Die Gasversorger geben die gesunkenen Einkaufspreise für Erdgas kaum an Privatkunden weiter. Dagegen hilft nur ein Wechsel des Anbieters.

Diese Flamme ist ein teures Vergnügen für den Kunden. Foto: dpa

Berlin taz | Die deutschen Gasversorger haben im Jahr 2015 die deutlich gesunkenen Erdgas-Einkaufspreise kaum an private Kunden weitergegeben. Dadurch zahlt ein Durchschnittshaushalt jährlich 130 Euro zu viel – aber die Gewinnmarge der Gaswirtschaft erhöhte sich um etwa 1,3 Milliarden Euro.

Das geht aus einer Untersuchung hervor, die die Grünen-Bundestagsfraktion beim Energie-Informationsdienst EnergyComment in Auftrag gegeben hatte. KundInnen sollten sich gegen die überhöhten Preise wehren, forderte die stellvertretende grüne Fraktionsvorsitzende Bärbel Höhn: „Wenn nicht im Laufe der nächsten Monate eine Preissenkung angekündigt wird, sollte man einen Versorgerwechsel in Betracht ziehen.“

Die Preise, die beim Erdgas-Import oder an Europas Gashandelspunkten gezahlt werden müssen, sind in den letzten zweieinhalb Jahren um etwa ein Drittel gefallen; pro Kilowattstunde machte das etwa einen Cent aus. Während die Preissenkung an Industriekunden teilweise weitergegeben wurde, kam bei den privaten VerbraucherInnen fast nichts an: Seit 2013 wurde eine Kilowattstunde für sie nur um 0,2 Cent billiger. Die Netzentgelte, also die Kosten für den Transport des Gases, blieben fast unverändert; auch die Steuern sind gleich geblieben. Daher führt die Einsparung zu zusätzlichen Gewinnen der Gaswirtschaft.

Die aber weist den Vorwurf zurück, sich auf Kosten der Kunden zu bereichern. Viele Versorger würden sich nicht kurzfristig mit Gas eindecken, sondern über langfristige Terminkontrakte. Hier seien die Preise „weniger stark gesunken“ als auf dem Spotmarkt, so der Branchenverband BDEW.

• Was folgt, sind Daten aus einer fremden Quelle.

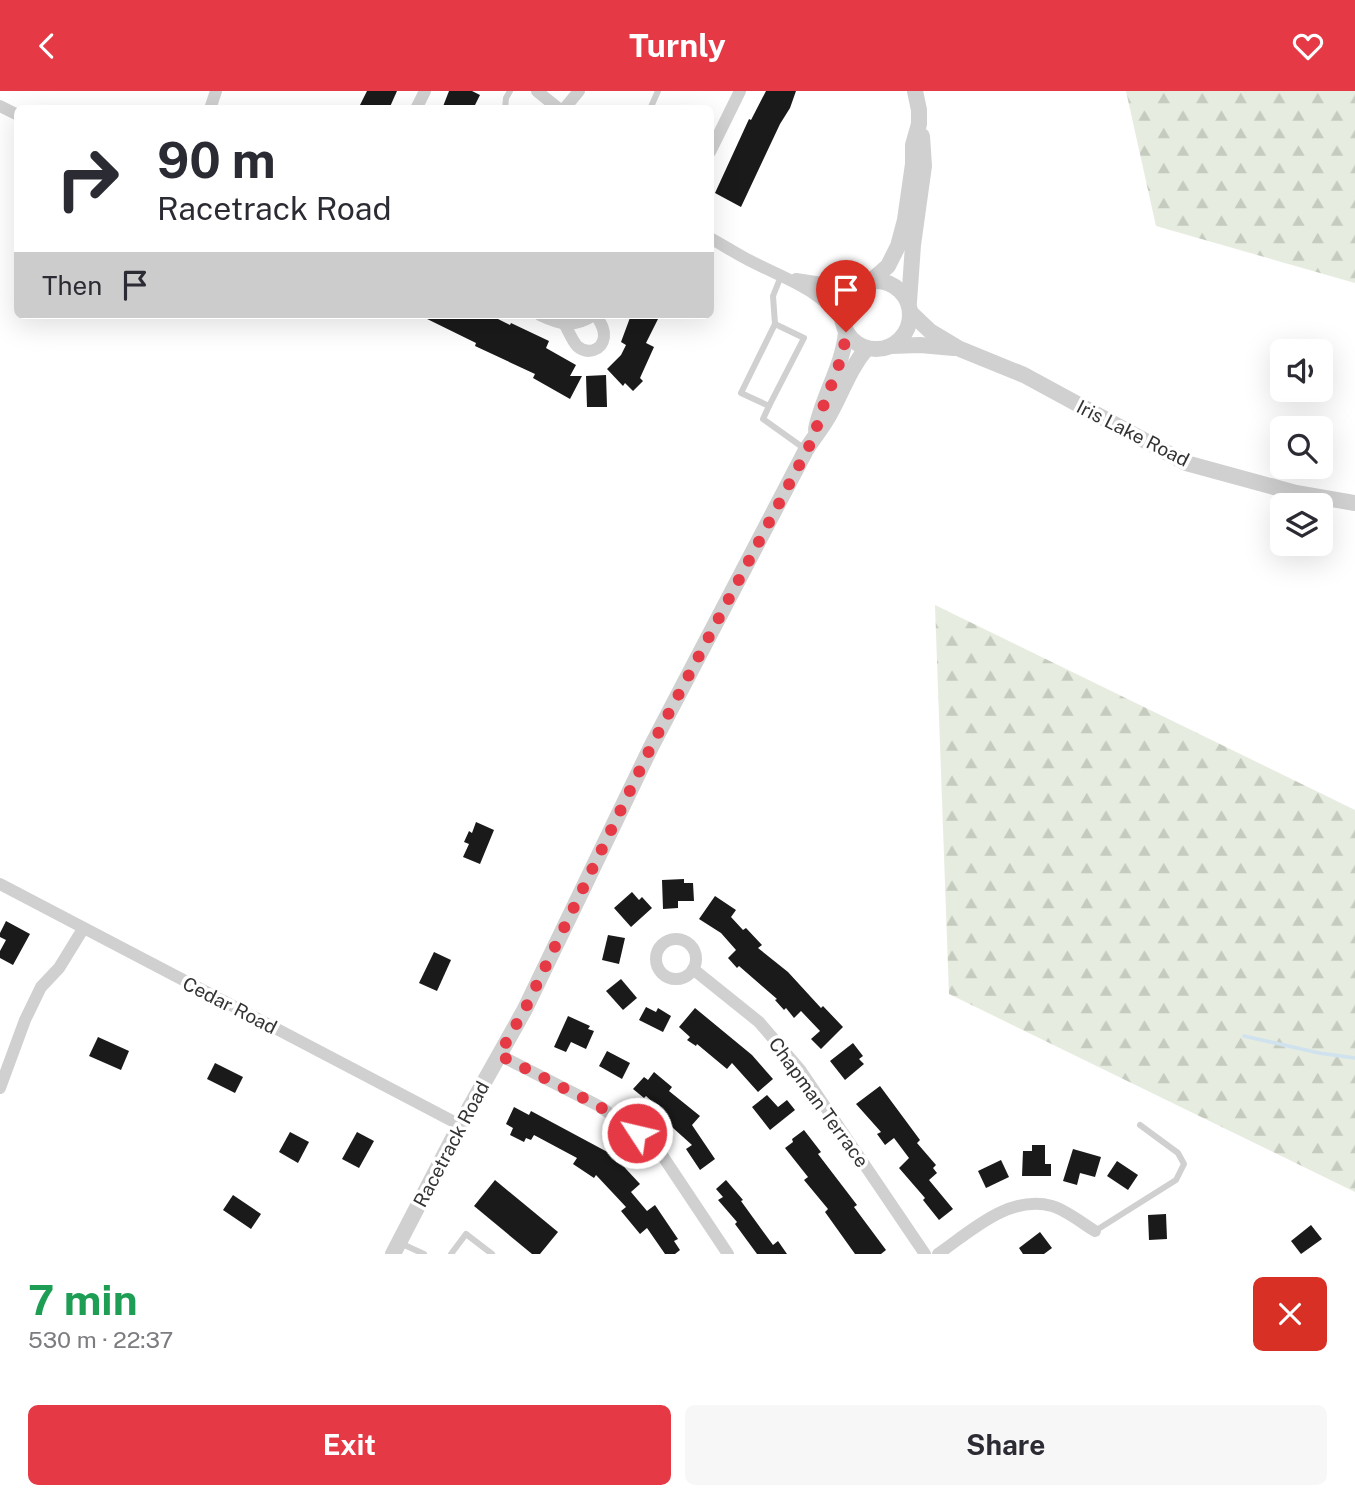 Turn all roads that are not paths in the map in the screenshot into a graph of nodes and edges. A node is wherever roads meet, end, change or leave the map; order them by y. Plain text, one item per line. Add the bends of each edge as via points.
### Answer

Im Südwesten zahlt ein Durchschnittshaushalt rund 172 Euro pro Jahr zu viel

Dieses Argument überzeugt den Studienautor Steffen Bukold nicht. Wenn die Versorger wirklich so langfristig einkauften, hätten sie ihre Preise vor drei Jahren stark senken müssen, sagt er – was nicht geschehen ist. Und ein zusätzlicher Gewinn auf Kosten der Verbraucher werde derzeit definitiv gemacht: „Das Gas, das im Jahr 2015 in Deutschland verbraucht wurde, wurde auch 2015 importiert, zu den aktuellen Preisen“, sagte Bukold der taz. „Entweder haben die lokalen Versorger oder die Gashändler einen Extraprofit gemacht.“

Die Höhe dieser ungerechtfertigten Zusatzkosten schwankt regional. In Baden-Württemberg zahlt ein Durchschnittshaushalt, der mit Gas heizt, rund 172 Euro pro Jahr zu viel. Auch Nordrhein-Westfalen, Schleswig-Holstein und Thüringen sind teuer. In Berlin gibt es hingegen keinen Aufschlag.

Einfacher Gas-Wechsel

Der Markt: Etwa die Hälfte der deutschen Haushalte heizt mit Gas. Seit der Liberalisierung im Jahr 1998 sind über 900 Anbieter entstanden.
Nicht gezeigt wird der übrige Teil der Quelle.